What you need to do
The data should be duplicated exactly, with every word kept as it is.

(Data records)
========
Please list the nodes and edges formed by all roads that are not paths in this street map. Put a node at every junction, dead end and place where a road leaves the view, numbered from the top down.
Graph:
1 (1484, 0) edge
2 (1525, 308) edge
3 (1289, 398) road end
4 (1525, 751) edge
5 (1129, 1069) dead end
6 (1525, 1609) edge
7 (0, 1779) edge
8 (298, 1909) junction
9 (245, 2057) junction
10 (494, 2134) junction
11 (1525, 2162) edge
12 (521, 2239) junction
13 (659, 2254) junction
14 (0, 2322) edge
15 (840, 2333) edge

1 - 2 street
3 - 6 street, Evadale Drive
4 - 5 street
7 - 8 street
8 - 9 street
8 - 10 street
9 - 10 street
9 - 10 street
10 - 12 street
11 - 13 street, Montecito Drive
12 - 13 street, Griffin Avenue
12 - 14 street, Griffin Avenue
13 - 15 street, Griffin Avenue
========
Solution below
Please list the nodes and edges formed by all roads that are not paths in this street map. Put a node at every junction, dead end and place where a road leaves the view, numbered from the top down.
Graph:
1 (1484, 0) edge
2 (1525, 308) edge
3 (1289, 398) road end
4 (1525, 751) edge
5 (1129, 1069) dead end
6 (1525, 1609) edge
7 (0, 1779) edge
8 (298, 1909) junction
9 (245, 2057) junction
10 (494, 2134) junction
11 (1525, 2162) edge
12 (521, 2239) junction
13 (659, 2254) junction
14 (0, 2322) edge
15 (840, 2333) edge

1 - 2 street
3 - 6 street, Evadale Drive
4 - 5 street
7 - 8 street
8 - 9 street
8 - 10 street
9 - 10 street
9 - 10 street
10 - 12 street
11 - 13 street, Montecito Drive
12 - 13 street, Griffin Avenue
12 - 14 street, Griffin Avenue
13 - 15 street, Griffin Avenue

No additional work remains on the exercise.